→ WHAT NEEDS TO BE DONE
Exactly how many lines of the data below include the string "AIRPORT"? State the number and nothing more.

-------- SOURCE MATERIAL

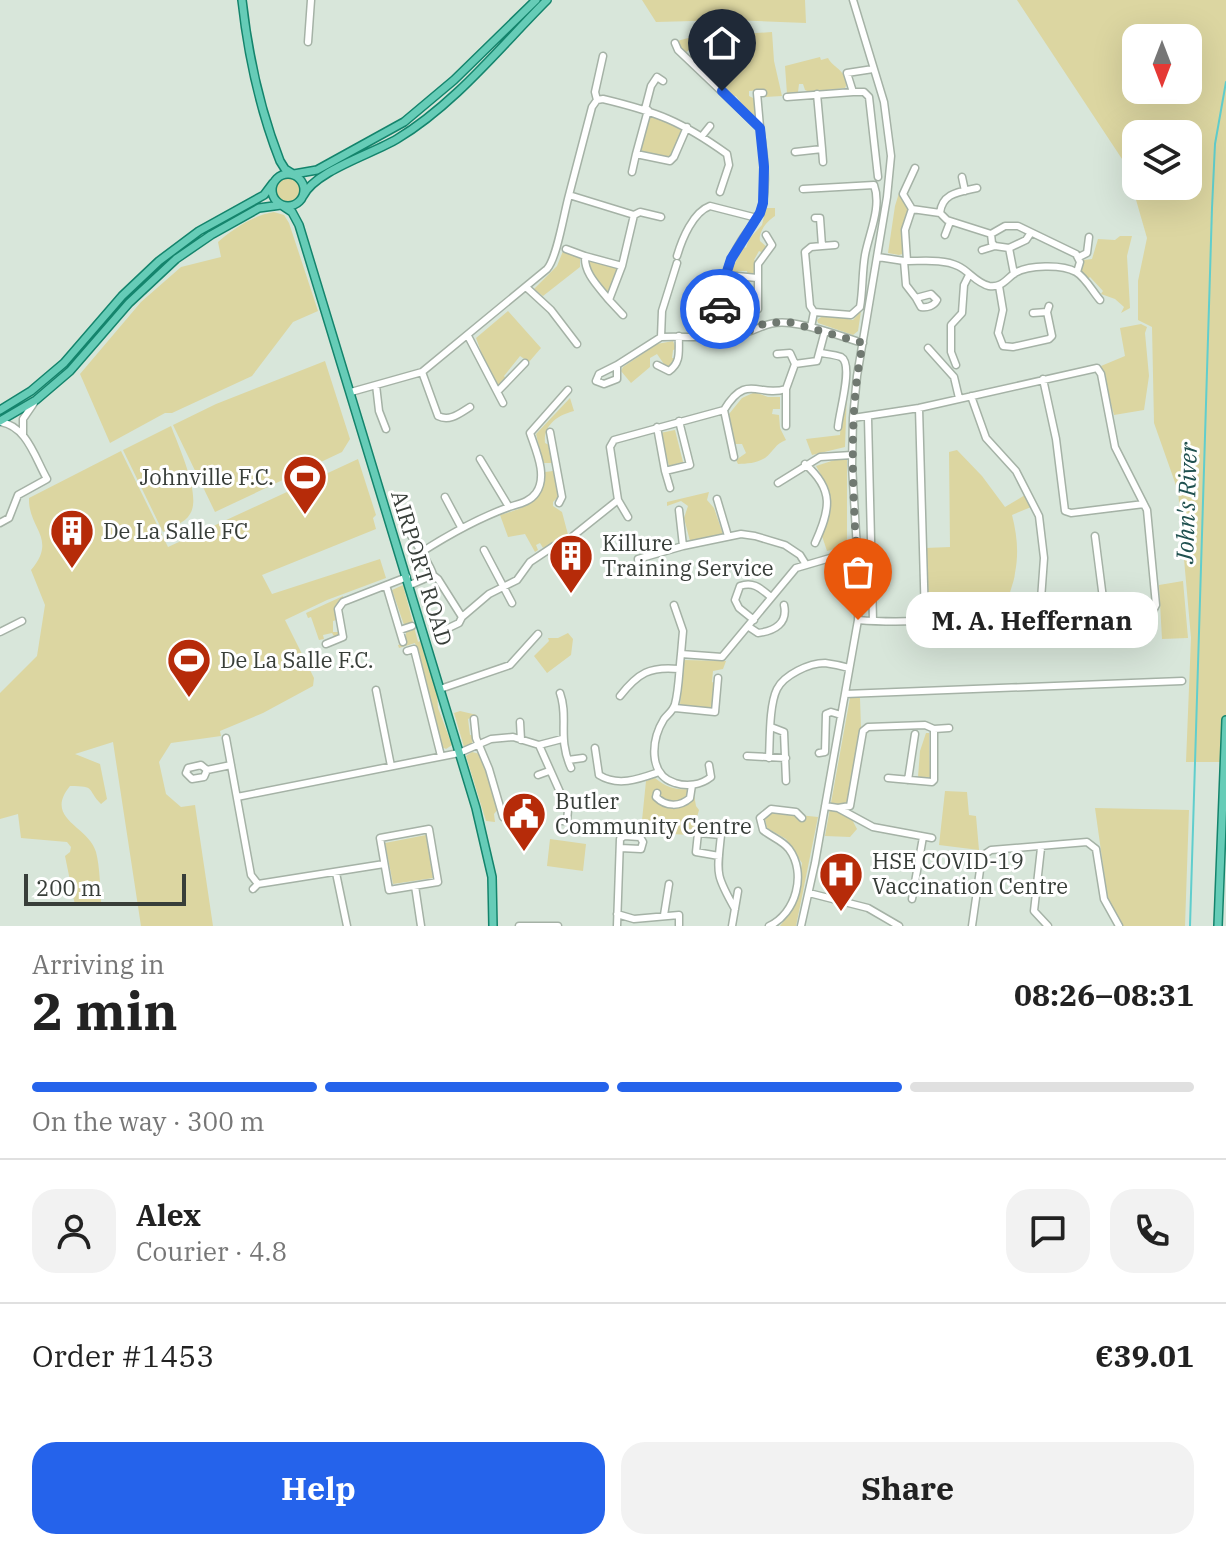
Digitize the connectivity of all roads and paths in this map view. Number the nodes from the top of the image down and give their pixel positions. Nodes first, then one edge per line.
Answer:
1 (242, 0) edge
2 (311, 0) edge
3 (536, 0) edge
4 (547, 0) edge
5 (853, 0) edge
6 (308, 42) dead end
7 (675, 43) dead end
8 (694, 49) dead end
9 (603, 56) dead end
10 (686, 58) junction
11 (873, 69) junction
12 (599, 73) junction
13 (609, 75) dead end
14 (658, 77) dead end
15 (801, 85) dead end
16 (853, 92) junction
17 (757, 93) dead end
18 (817, 94) junction
19 (802, 96) junction
20 (787, 97) dead end
21 (597, 100) junction
22 (647, 109) junction
23 (710, 126) dead end
24 (687, 127) junction
25 (760, 128) junction
26 (702, 136) junction
27 (822, 149) junction
28 (809, 150) junction
29 (795, 152) dead end
30 (636, 154) junction
31 (277, 155) junction
32 (810, 161) dead end
33 (823, 162) dead end
34 (878, 164) junction
35 (867, 165) dead end
36 (915, 168) dead end
37 (632, 172) dead end
38 (294, 174) junction
39 (724, 177) junction
40 (878, 177) dead end
41 (962, 177) dead end
42 (812, 180) dead end
43 (733, 181) dead end
44 (273, 182) junction
45 (977, 188) dead end
46 (803, 189) dead end
47 (813, 189) junction
48 (965, 191) junction
49 (720, 192) dead end
50 (569, 195) junction
51 (303, 197) junction
52 (282, 205) junction
53 (912, 209) junction
54 (940, 213) junction
55 (634, 215) junction
56 (661, 217) dead end
57 (757, 218) junction
58 (815, 218) dead end
59 (950, 222) junction
60 (299, 225) junction
61 (991, 234) junction
62 (1030, 234) junction
63 (766, 235) dead end
64 (945, 235) dead end
65 (1089, 237) dead end
66 (670, 241) dead end
67 (681, 245) junction
68 (835, 245) dead end
69 (822, 246) junction
70 (995, 246) junction
71 (1009, 248) junction
72 (566, 249) dead end
73 (982, 250) dead end
74 (585, 256) junction
75 (878, 257) junction
76 (1079, 257) junction
77 (906, 261) junction
78 (622, 266) junction
79 (1077, 272) junction
80 (1014, 274) junction
81 (727, 275) junction
82 (969, 275) junction
83 (757, 278) junction
84 (999, 286) junction
85 (526, 287) junction
86 (916, 298) dead end
87 (609, 300) junction
88 (1100, 300) dead end
89 (758, 309) dead end
90 (814, 312) junction
91 (1033, 313) dead end
92 (623, 315) dead end
93 (811, 327) junction
94 (825, 331) junction
95 (569, 334) junction
96 (468, 336) junction
97 (679, 336) junction
98 (661, 337) junction
99 (721, 337) junction
100 (561, 342) dead end
101 (863, 343) junction
102 (577, 344) dead end
103 (928, 348) dead end
104 (821, 353) junction
105 (777, 354) dead end
106 (525, 363) dead end
107 (795, 364) junction
108 (617, 365) dead end
109 (657, 365) dead end
110 (956, 365) dead end
111 (422, 372) junction
112 (1043, 379) junction
113 (376, 385) junction
114 (786, 389) junction
115 (568, 390) dead end
116 (498, 391) junction
117 (351, 392) junction
118 (971, 396) junction
119 (959, 398) junction
120 (36, 400) junction
121 (503, 403) dead end
122 (470, 407) dead end
123 (919, 408) junction
124 (0, 410) edge
125 (724, 410) junction
126 (775, 411) dead end
127 (786, 412) junction
128 (853, 418) junction
129 (868, 418) junction
130 (382, 420) junction
131 (679, 421) junction
132 (0, 422) edge
133 (372, 422) dead end
134 (786, 426) dead end
135 (657, 427) junction
136 (838, 427) dead end
137 (386, 429) dead end
138 (550, 432) dead end
139 (23, 435) junction
140 (736, 452) dead end
141 (852, 455) junction
142 (480, 459) dead end
143 (805, 464) junction
144 (557, 467) junction
145 (541, 468) junction
146 (665, 471) junction
147 (778, 483) dead end
148 (670, 488) dead end
149 (445, 497) dead end
150 (717, 499) dead end
151 (618, 500) junction
152 (559, 503) dead end
153 (1144, 504) junction
154 (509, 507) junction
155 (679, 510) dead end
156 (628, 517) dead end
157 (401, 519) dead end
158 (0, 523) edge
159 (461, 527) junction
160 (573, 536) dead end
161 (728, 536) junction
162 (1095, 536) dead end
163 (815, 543) dead end
164 (554, 546) dead end
165 (683, 546) junction
166 (484, 550) dead end
167 (420, 553) junction
168 (857, 554) junction
169 (490, 563) junction
170 (805, 563) junction
171 (480, 566) dead end
172 (639, 569) dead end
173 (433, 575) junction
174 (408, 581) junction
175 (386, 585) junction
176 (502, 588) junction
177 (771, 597) junction
178 (512, 603) dead end
179 (674, 605) dead end
180 (784, 605) dead end
181 (1040, 613) junction
182 (1105, 614) junction
183 (462, 617) junction
184 (925, 619) junction
185 (1, 620) edge
186 (754, 620) junction
187 (858, 620) junction
188 (22, 621) dead end
189 (873, 621) junction
190 (412, 626) dead end
191 (749, 627) junction
192 (400, 630) junction
193 (3, 631) edge
194 (438, 633) dead end
195 (538, 634) dead end
196 (403, 642) dead end
197 (326, 644) dead end
198 (407, 651) dead end
199 (681, 654) junction
200 (849, 668) junction
201 (679, 669) junction
202 (718, 678) dead end
203 (1182, 681) dead end
204 (440, 689) junction
205 (376, 690) dead end
206 (560, 693) dead end
207 (845, 694) junction
208 (620, 696) dead end
209 (675, 708) junction
210 (841, 715) junction
211 (474, 719) dead end
212 (1226, 720) edge
213 (520, 722) dead end
214 (771, 727) junction
215 (949, 728) dead end
216 (934, 729) junction
217 (915, 734) dead end
218 (226, 738) dead end
219 (562, 739) junction
220 (521, 740) junction
221 (479, 743) junction
222 (539, 745) junction
223 (595, 748) dead end
224 (459, 753) junction
225 (819, 753) dead end
226 (441, 756) junction
227 (747, 756) dead end
228 (583, 758) dead end
229 (769, 758) junction
230 (786, 758) junction
231 (231, 765) junction
232 (709, 765) dead end
233 (391, 766) junction
234 (207, 770) dead end
235 (549, 771) junction
236 (659, 772) junction
237 (538, 775) dead end
238 (888, 778) dead end
239 (908, 780) junction
240 (786, 781) dead end
241 (692, 785) junction
242 (657, 793) dead end
243 (237, 797) junction
244 (825, 806) junction
245 (838, 808) junction
246 (503, 817) dead end
247 (802, 818) dead end
248 (559, 821) dead end
249 (923, 837) junction
250 (932, 838) dead end
251 (620, 848) dead end
252 (1041, 848) junction
253 (719, 856) junction
254 (384, 864) junction
255 (336, 873) junction
256 (669, 884) dead end
257 (415, 886) junction
258 (738, 891) dead end
259 (809, 893) junction
260 (912, 899) dead end
261 (735, 909) junction
262 (617, 914) junction
263 (664, 915) junction
264 (679, 925) edge
265 (347, 926) edge
266 (421, 926) edge
267 (493, 926) edge
268 (519, 926) edge
269 (558, 926) edge
270 (617, 926) edge
271 (732, 926) edge
272 (769, 926) edge
273 (801, 926) edge
274 (899, 926) edge
275 (972, 926) edge
276 (1048, 926) edge
277 (1119, 926) edge
278 (1218, 926) edge

1 - 31 main road
2 - 6 street
3 - 38 main road
4 - 51 main road
5 - 11 street
7 - 10 street
8 - 10 street
9 - 12 street
10 - 25 street
11 - 16 street
11 - 75 street
12 - 13 street
12 - 21 street
14 - 22 street
15 - 19 street
16 - 18 street
16 - 34 street
17 - 25 street
18 - 19 street
18 - 27 street
19 - 20 street
21 - 22 street
21 - 50 street
22 - 24 street
22 - 30 street
23 - 26 street
24 - 26 street
24 - 30 street
25 - 57 street
26 - 39 street
27 - 28 street
27 - 33 street
28 - 29 street
28 - 32 street
30 - 37 street
31 - 38 main road
31 - 44 main road
34 - 35 street
34 - 40 street
36 - 53 street
38 - 44 main road
38 - 51 main road
39 - 43 street
39 - 49 street
41 - 48 street
42 - 47 street
44 - 52 main road
44 - 124 main road
45 - 48 street
46 - 47 street
47 - 90 street
48 - 54 street
50 - 55 street
50 - 85 street
51 - 52 main road
51 - 60 main road, AIRPORT ROAD
52 - 60 main road, AIRPORT ROAD
52 - 120 main road
53 - 54 street
53 - 77 street
54 - 59 street
55 - 56 street
55 - 78 street
57 - 67 street
57 - 81 street
58 - 69 street
59 - 61 street
59 - 64 street
60 - 117 main road, AIRPORT ROAD
61 - 62 street
61 - 70 street
62 - 71 street
62 - 76 street
63 - 83 street
65 - 76 street
66 - 67 street
67 - 98 street
68 - 69 street
69 - 90 street
70 - 71 street
70 - 73 street
71 - 80 street
72 - 74 street
74 - 78 street
74 - 87 street
75 - 77 street
75 - 101 street
76 - 79 street
77 - 82 street
77 - 86 street
78 - 87 street
79 - 80 street
79 - 88 street
80 - 84 street
81 - 83 street
81 - 99 street
82 - 84 street
82 - 110 street
83 - 89 street
84 - 91 street
85 - 95 street
85 - 96 street
87 - 92 street
90 - 93 street
93 - 94 street
93 - 99 street
94 - 101 street
94 - 104 street
95 - 100 street
95 - 102 street
96 - 111 street
96 - 116 street
97 - 98 street
97 - 99 street
97 - 109 street
98 - 108 street
101 - 128 street
103 - 119 street
104 - 107 street
104 - 136 street
105 - 107 street
106 - 116 street
107 - 114 street
111 - 113 street
111 - 122 street
112 - 118 street
112 - 153 street
112 - 153 street
113 - 117 street
113 - 130 street
114 - 125 street
114 - 127 street
115 - 145 street
116 - 121 street
117 - 174 main road, AIRPORT ROAD
118 - 119 street
118 - 181 street
119 - 123 street
120 - 132 main road
120 - 139 street
123 - 129 street
123 - 184 street
125 - 131 street
125 - 140 street
126 - 127 street
127 - 134 street
128 - 129 street
128 - 141 street
129 - 189 street
130 - 133 street
130 - 137 street
131 - 135 street
131 - 146 street
132 - 139 street
135 - 146 street
135 - 151 street
138 - 144 street
139 - 158 street
141 - 143 street
141 - 168 street
142 - 154 street
143 - 147 street
143 - 163 street
144 - 145 street
144 - 152 street
145 - 154 street
146 - 148 street
149 - 159 street
150 - 161 street
151 - 156 street
151 - 160 street
153 - 182 street
154 - 159 street
155 - 165 street
157 - 167 street
159 - 167 street
161 - 165 street
161 - 170 street
162 - 182 street
164 - 176 street
165 - 172 street
166 - 169 street
167 - 173 street
168 - 170 street
168 - 187 street
169 - 171 street
169 - 176 street
170 - 177 street
173 - 174 street
173 - 183 street
174 - 175 street
174 - 204 main road, AIRPORT ROAD
175 - 192 street
175 - 197 street
176 - 178 street
176 - 183 street
177 - 186 street
177 - 186 street
179 - 199 street
180 - 191 street
181 - 182 street
181 - 184 street
183 - 194 street
184 - 189 street
185 - 193 street
186 - 191 street
187 - 189 street
187 - 200 street
188 - 193 street
190 - 192 street
191 - 199 street
192 - 196 street
195 - 204 street
198 - 226 street
199 - 201 street
200 - 207 street
200 - 214 street
201 - 208 street
201 - 209 street
202 - 209 street
203 - 207 street
204 - 224 main road, AIRPORT ROAD
205 - 233 street
206 - 219 street
207 - 210 street
209 - 236 street
210 - 225 street
210 - 244 street
211 - 221 street
212 - 278 main road
213 - 220 street
214 - 229 street
214 - 230 street
215 - 216 street
216 - 239 street
216 - 245 street
217 - 239 street
218 - 231 street
219 - 222 street
219 - 228 street
220 - 221 street
220 - 222 street
221 - 224 street
221 - 246 street
222 - 235 street
223 - 236 street
224 - 226 street
224 - 267 main road, AIRPORT ROAD
226 - 233 street
227 - 229 street
229 - 230 street
230 - 240 street
231 - 234 street
231 - 243 street
232 - 241 street
233 - 243 street
235 - 237 street
235 - 248 street
236 - 241 street
238 - 239 street
241 - 242 street
243 - 255 street
244 - 245 street
244 - 259 street
245 - 249 street
247 - 272 street
249 - 250 street
249 - 260 street
251 - 262 street
252 - 275 street
252 - 276 street
252 - 277 street
253 - 253 street
253 - 261 street
254 - 255 street
254 - 257 street
254 - 257 street
255 - 265 street
256 - 263 street
257 - 266 street
258 - 261 street
259 - 273 street
259 - 274 street
261 - 271 street
262 - 263 street
262 - 270 street
263 - 264 street
268 - 269 street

----------------

→ RESPONSE TO THIS EXERCISE
7